Descrição de chapéu Venezuela

Antecipar eleições parlamentares na Venezuela seria cruzar 'linha vermelha', diz chanceler argentino

Fala ocorreu em reunião do Grupo de Lima em Buenos Aires, que também teve críticas ao Foro de São Paulo

Sylvia Colombo
Buenos Aires

O chanceler argentino, Jorge Faurie, disse nesta terça (23) que uma antecipação das eleições parlamentares na Venezuela seria uma "linha vermelha" que, se cruzada, deveria levar a um novo posicionamento do Grupo de Lima

A declaração foi dada após reunião no Palácio San Martín, em Buenos Aires, de representantes dos países que compõem o Grupo de Lima —colegiado de 14 nações que discute a crise na Venezuela— e de representantes da União Europeia.

A antecipação das eleições foi sugerida nesta terça pelo homem-forte do chavismo, Diosdado Cabello, líder do partido chavista PSUV (Partido Socialista Unido da Venezuela). Em evento da sigla, ele disse que "não haverá eleições presidenciais, e sim legislativas, já no ano que vem".​

O chanceler argentino, Jorge Faurie (ao centro), com representantes do Grupo de Lima, em Buenos Aires - Argentine Foreign Ministry/Reuters

Se confirmada essa intenção, será diminuído em um ano o mandato da Assembleia Nacional, de maioria opositora e liderada por Juan Guaidó.

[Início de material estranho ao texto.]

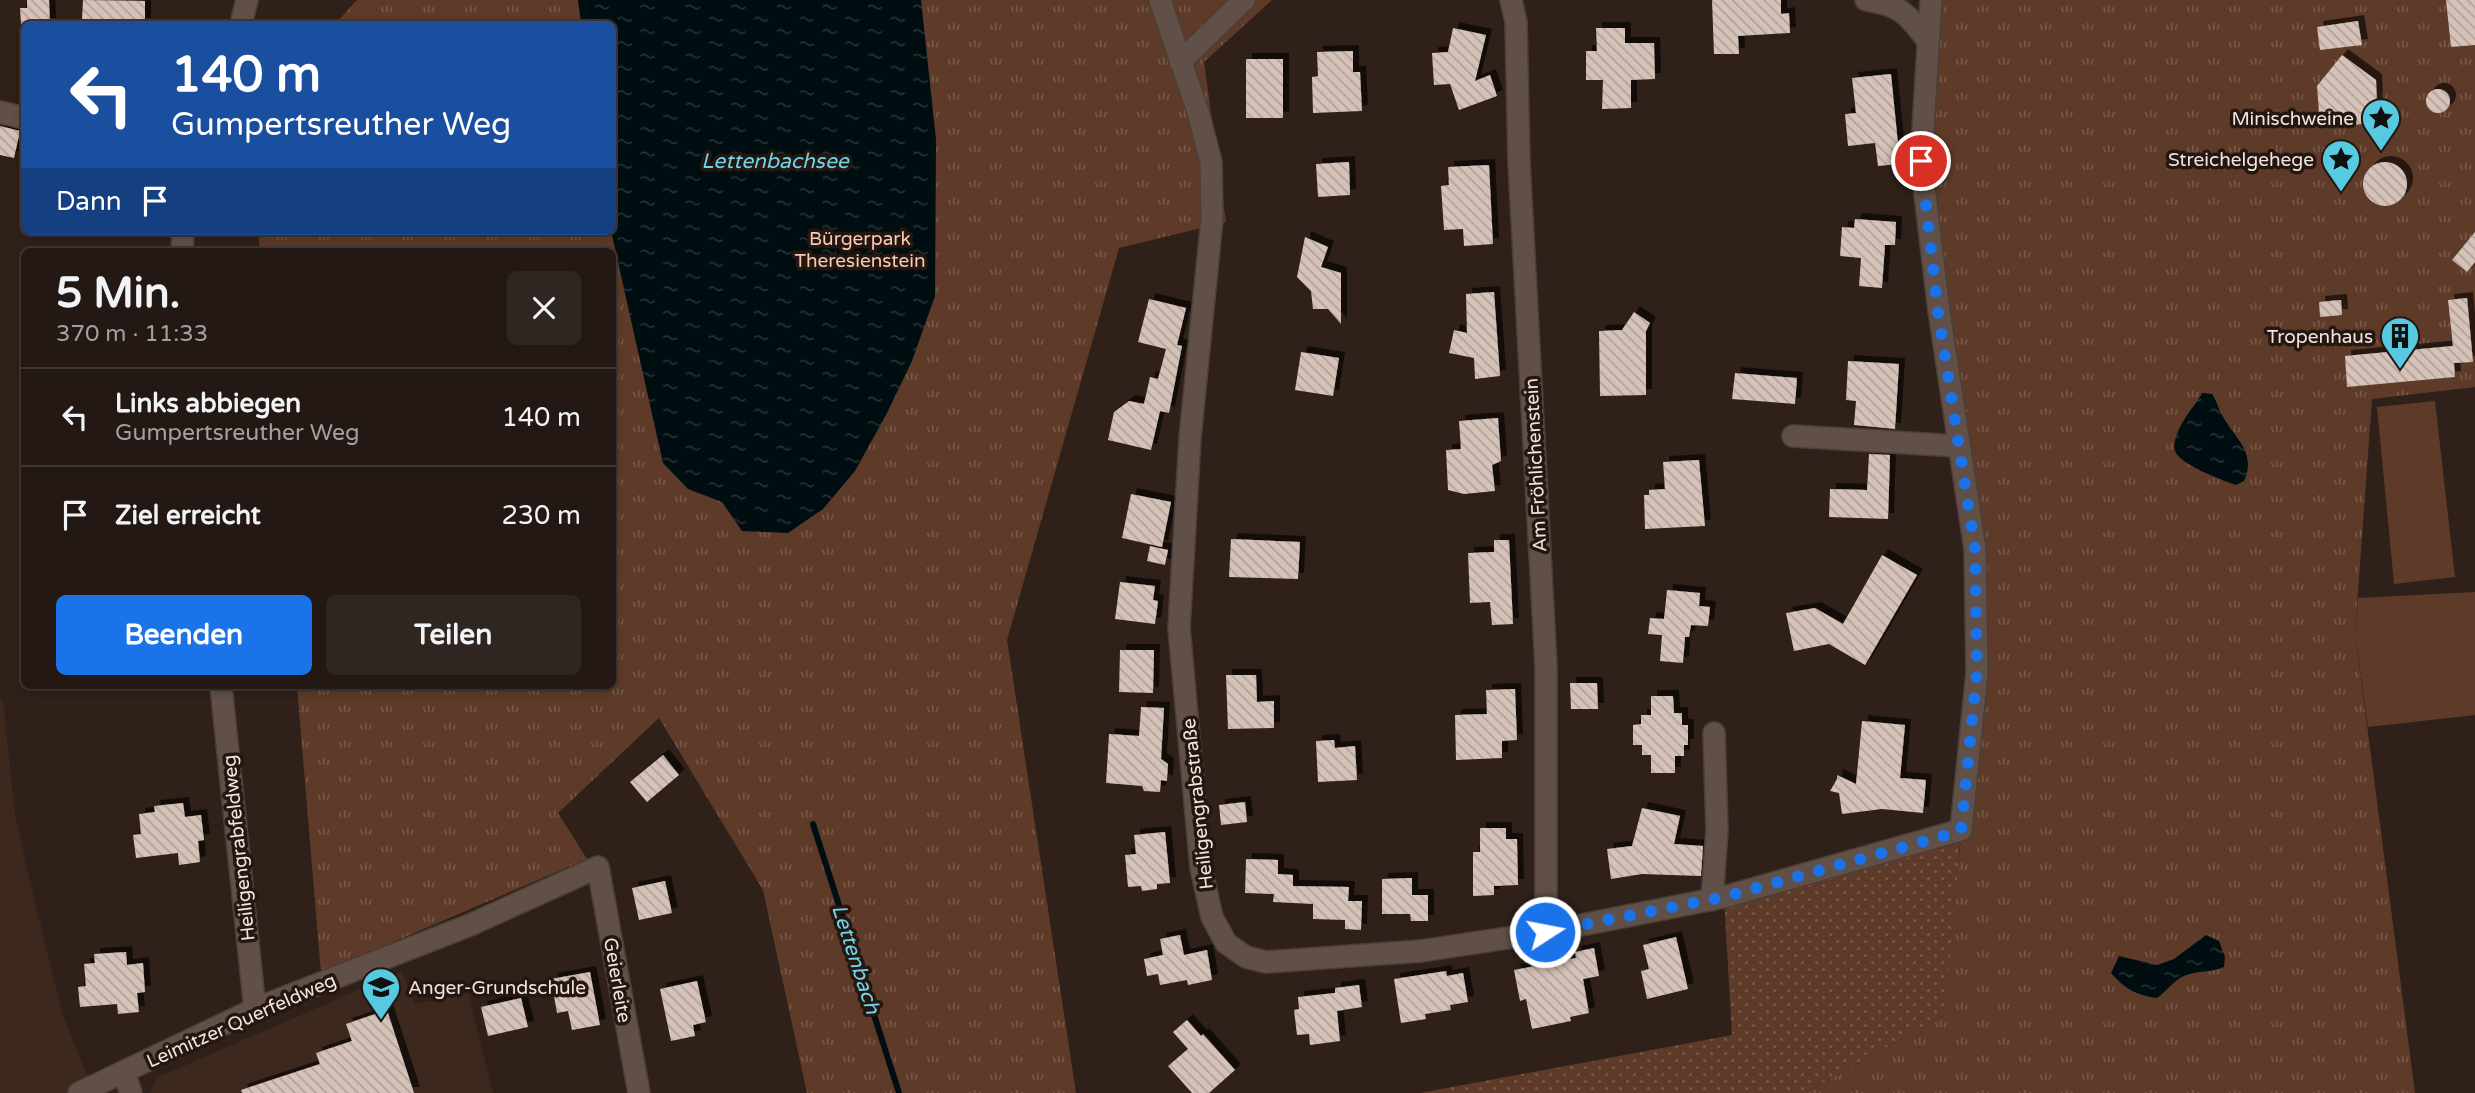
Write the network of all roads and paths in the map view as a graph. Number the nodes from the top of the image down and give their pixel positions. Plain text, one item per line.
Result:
1 (247, 0) edge
2 (1160, 0) edge
3 (1244, 0) edge
4 (1511, 0) edge
5 (1866, 0) edge
6 (1931, 0) edge
7 (242, 21) edge
8 (1928, 41) junction
9 (1180, 62) junction
10 (0, 112) edge
11 (21, 117) edge
12 (1793, 436) dead end
13 (1958, 446) junction
14 (221, 689) edge
15 (1714, 733) dead end
16 (598, 867) joint
17 (1712, 900) junction
18 (1545, 932) junction
19 (255, 1009) junction
20 (124, 1072) junction
21 (79, 1093) edge
22 (131, 1093) edge
23 (639, 1093) edge

1 - 7 street
2 - 9 street, Heiligengrabstraße
3 - 9 street
4 - 18 street, Am Fröhlichenstein
5 - 8 street
6 - 8 street
8 - 13 street
9 - 18 street, Heiligengrabstraße
10 - 11 street
12 - 13 street
13 - 17 street, Heiligengrabstraße
14 - 19 street, Heiligengrabfeldweg
15 - 17 street
16 - 19 street, Leimitzer Querfeldweg
16 - 23 street, Geierleite
17 - 18 street, Heiligengrabstraße
19 - 20 street, Leimitzer Querfeldweg
20 - 21 street, Leimitzer Querfeldweg
20 - 22 street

Eleito em 2015, o atual Parlamento tem mandato até 2021, e é com esse prazo que Guaidó e seus apoiadores trabalham para atingir seus propósitos: fim do que chamam de "usurpação" do poder por Nicolás Maduro, instalação de um governo de transição, estabelecimento de um novo Conselho Nacional Eleitoral e eleições livres após a saída do ditador.

Na reunião desta terça, o Grupo de Lima fez declarações mais firmes do que em encontros anteriores. Anunciou que os países-membros iniciarão investigações dos negócios e das contas de testas-de-ferro de Maduro no exterior, assim como de seus vínculos com o narcotráfico. 

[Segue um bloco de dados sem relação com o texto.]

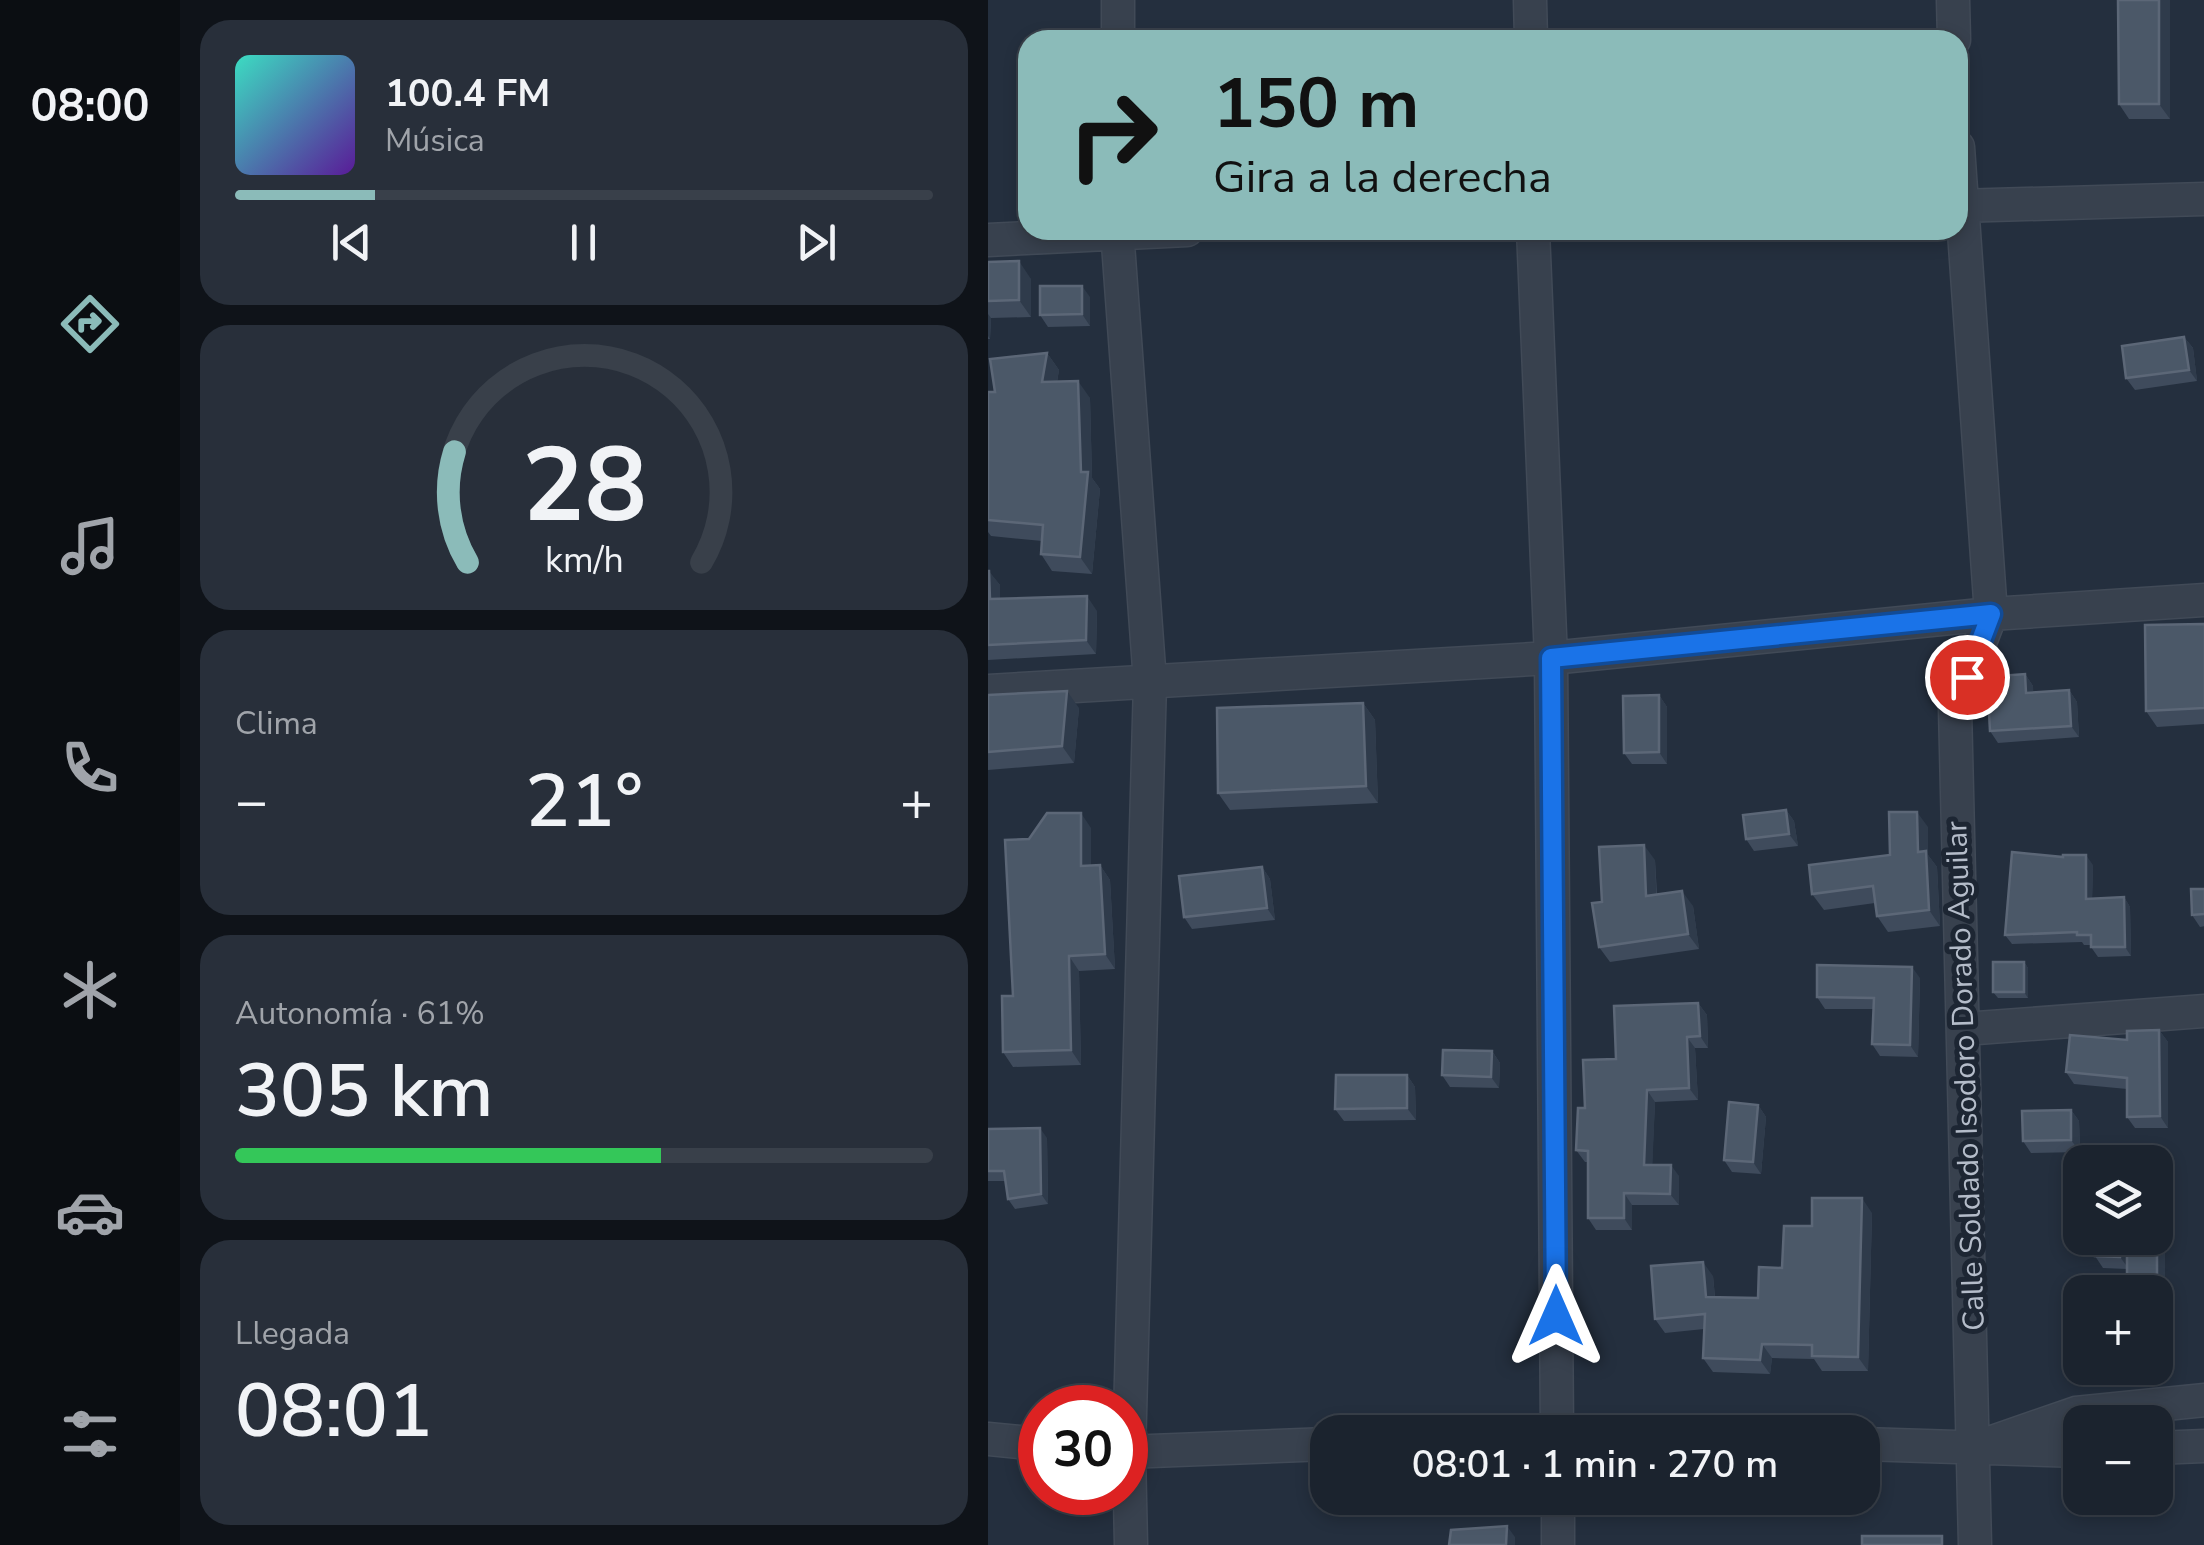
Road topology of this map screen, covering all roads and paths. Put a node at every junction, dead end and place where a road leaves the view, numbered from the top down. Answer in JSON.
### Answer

Os países também afirmaram que as denúncias contra o regime de Maduro contidas em recente relatório da ONU serão levadas para o Tribunal Internacional de Haia. O documento, divulgado no início de julho após visita a Caracas da Alta Comissária para os Direitos Humanos, Michelle Bachelet, afirma que a Venezuela usa esquadrões da morte e tortura contra opositores de Maduro.

Também foram discutidas medidas para conter a expansão de grupos criminosos e guerrilheiros, como o ELN (Exército de Libertação Nacional), colombiano, que atuam na fronteira com a Venezuela.

Além disso, voltou-se a mencionar a presença do Hizbullah na América Latina, como alertou na semana passada o Secretário de Estado norte-americano, Mike Pompeo. Porém, não foi especificado onde integrantes da milícia libanesa estariam localizados, mesmo após perguntas de jornalistas.

Finalmente, houve uma forte rejeição ao Foro de São Paulo, organização que reúne partidos de esquerda na América Latina. "Rejeitamos foros e movimentos, como o Foro de São Paulo, que apoiam o regime ditatorial", afirmou Faurie.

Em entrevista a jornalistas brasileiros, o chanceler Ernesto Araújo afirmou que "a crise da Venezuela é parte de algo que já existe há 30 anos, que é um esforço de uma determinada corrente, de um grupo encabeçado pelo Foro de São Paulo de atingir o poder na região, e esse é o sentimento também dos países do Grupo de Lima". Nós achamos que o Foro de São Paulo trabalha pela ditadura, pelo totalitarismo."

A reunião teve como um dos principais temas a acolhida do fluxo de refugiados a outros países da região, que vem aumentando. Já são 4 milhões os que saíram da Venezuela. Segundo projeção da OEA (Organização dos Estados Americanos), este número poderá chegar ao dobro até o final de 2020. Os países a que mais recorrem são, nesta ordem, Colômbia, Peru, Chile e Brasil.

Faurie anunciou que a Argentina está implementando uma linha direta de denúncias de abusos de direitos humanos, destinada a ouvir depoimentos dos venezuelanos instalados no país. O projeto é comandado pelo ministério da Justiça local. O chanceler disse que as denúncias reunidas serão enviadas à equipe de Guaidó para que, "num futuro próximo, se faça Justiça".

Ernesto Araújo considerou boa a ideia da linha direta, afirmando que "o Brasil pode vir a adotar essa medida".

Guaidó falou por videoconferência com os chanceleres e representantes dos países. Ele agradeceu a Faurie pela acolhida argentina a mais de 130 mil venezuelanos, e, aos outros países, pelo apoio e o reconhecimento dele como presidente interino da Venezuela.

A próxima reunião do Grupo de Lima ocorrerá no Brasil, com data ainda a confirmar.